Reputation: 41
Goal
I'm trying to reduce the data sent to the front-end of an application by subsampling a timeseries. Initially by just taking every nth row, because I also want to optimize for speed.
Layout
I'm using Django 2.1.5, with a PostgreSQL backend. The time series table is filled with measurement data every 1-15 minutes from various sensors.
models.py
class Measurement(models.Model):
sensor = models.ForeignKey(Category,on_delete=models.PROTECT,related_name='measurements')
datapoint = models.DecimalField(max_digits=8, decimal_places=4)
time = models.DateTimeField(auto_now_add=True)
Related questions
A few resources came up around a close solution here How to filter/reduce a QuerySet to every nth row? and https://stackoverflow.com/a/56487889/11225898 which is based around annotating with 'F' like so:
views.py
Measurement.objects.annotate(idmod2=F('id') % 2).filter(idmod2=0)
This does work till a certain extent, however as the measurements are made by ~5-25 different sensors and come in every ~1-15 minutes, the id field is not consistently tracking. Just to visualize an simplified example:
+----+--------+------+-------+
| id | sensor | data | time |
+----+--------+------+-------+
| 1 | A | 432 | 10:00 |
| 2 | A | 534 | 10:15 |
| 3 | B | 2342 | 10:20 |
| 4 | B | 87 | 10:25 |
| 5 | B | 2 | 10:30 |
| 6 | B | 982 | 10:45 |
| 7 | A | 23 | 10:45 |
| 8 | B | 400 | 10:50 |
+----+--------+------+-------+
If one now tries to filter for sensor 'A' with %2 the list only looks like
| 2 | A | 534 | 10:15 |
while for 'B'
| 4 | B | 87 | 10:25 |
| 6 | B | 982 | 10:45 |
| 8 | B | 400 | 10:50 |
Window function
I thought of using the Window function of Django
Measurement.objects.annotate(place=Window(expression=RowNumber(),partition_by=[F('sensor')], order_by=F('time').desc()))
Which gives
django.db.utils.NotSupportedError: Window is disallowed in the filter clause.
And this is also mentioned in the docs
Defaults to False.
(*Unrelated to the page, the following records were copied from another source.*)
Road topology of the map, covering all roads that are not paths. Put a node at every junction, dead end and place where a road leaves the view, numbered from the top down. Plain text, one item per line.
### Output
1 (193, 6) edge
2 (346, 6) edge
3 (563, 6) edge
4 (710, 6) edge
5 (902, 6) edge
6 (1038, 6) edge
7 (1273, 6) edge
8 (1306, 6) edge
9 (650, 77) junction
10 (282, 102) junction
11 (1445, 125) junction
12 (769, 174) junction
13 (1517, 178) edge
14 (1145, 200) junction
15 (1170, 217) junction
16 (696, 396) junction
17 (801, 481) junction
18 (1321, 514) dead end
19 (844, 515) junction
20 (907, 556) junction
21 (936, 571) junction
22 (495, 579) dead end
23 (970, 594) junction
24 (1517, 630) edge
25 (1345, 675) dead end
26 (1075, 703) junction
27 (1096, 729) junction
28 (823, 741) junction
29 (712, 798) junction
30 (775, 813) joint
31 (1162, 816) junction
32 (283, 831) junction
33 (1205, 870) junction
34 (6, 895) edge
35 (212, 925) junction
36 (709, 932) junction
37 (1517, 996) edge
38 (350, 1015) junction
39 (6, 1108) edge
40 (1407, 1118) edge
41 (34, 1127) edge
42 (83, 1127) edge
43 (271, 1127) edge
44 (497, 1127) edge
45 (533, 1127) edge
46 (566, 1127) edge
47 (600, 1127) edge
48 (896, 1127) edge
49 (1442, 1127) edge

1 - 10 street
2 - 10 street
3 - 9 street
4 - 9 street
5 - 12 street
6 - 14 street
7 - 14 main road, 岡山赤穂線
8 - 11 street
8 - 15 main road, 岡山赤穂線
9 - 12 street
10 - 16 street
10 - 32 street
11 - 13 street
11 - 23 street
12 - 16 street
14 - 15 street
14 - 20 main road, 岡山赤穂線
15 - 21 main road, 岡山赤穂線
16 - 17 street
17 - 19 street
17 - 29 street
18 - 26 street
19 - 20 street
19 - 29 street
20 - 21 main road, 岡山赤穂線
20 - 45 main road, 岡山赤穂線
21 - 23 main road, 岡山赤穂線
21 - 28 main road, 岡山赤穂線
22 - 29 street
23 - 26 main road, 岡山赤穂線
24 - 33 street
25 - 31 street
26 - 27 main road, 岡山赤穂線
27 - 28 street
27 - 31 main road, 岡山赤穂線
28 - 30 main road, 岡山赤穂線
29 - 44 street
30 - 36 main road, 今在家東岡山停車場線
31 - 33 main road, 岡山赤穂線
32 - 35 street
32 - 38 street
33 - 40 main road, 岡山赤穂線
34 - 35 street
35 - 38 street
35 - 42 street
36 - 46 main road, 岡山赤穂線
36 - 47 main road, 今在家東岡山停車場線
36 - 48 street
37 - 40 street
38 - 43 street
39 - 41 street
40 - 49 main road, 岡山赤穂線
The SQL standard disallows referencing window functions in the WHERE clause and Django raises an exception when constructing a QuerySet that would do that
and stems from the SQL logical query processing, which first goes through WHERE before the SELECT, so there is no way of executing this query.
Question
What is a reasonably fast way of sub sampling this time series to reduce the dataset? Ideally, I would pass a filter on the time and sensor
.filter(sensor=thisSensor).filter(time__range=(rangeStart, rangeEnd))
and show a subsample, of say 200, records.
Upvotes: 4
Views: 325
Reputation: 717
One way you can do is, as your data is inconsistent, you can either quantize data before sending or you can choose the points you want and then by regression predict missing points in js in browser
Upvotes: 1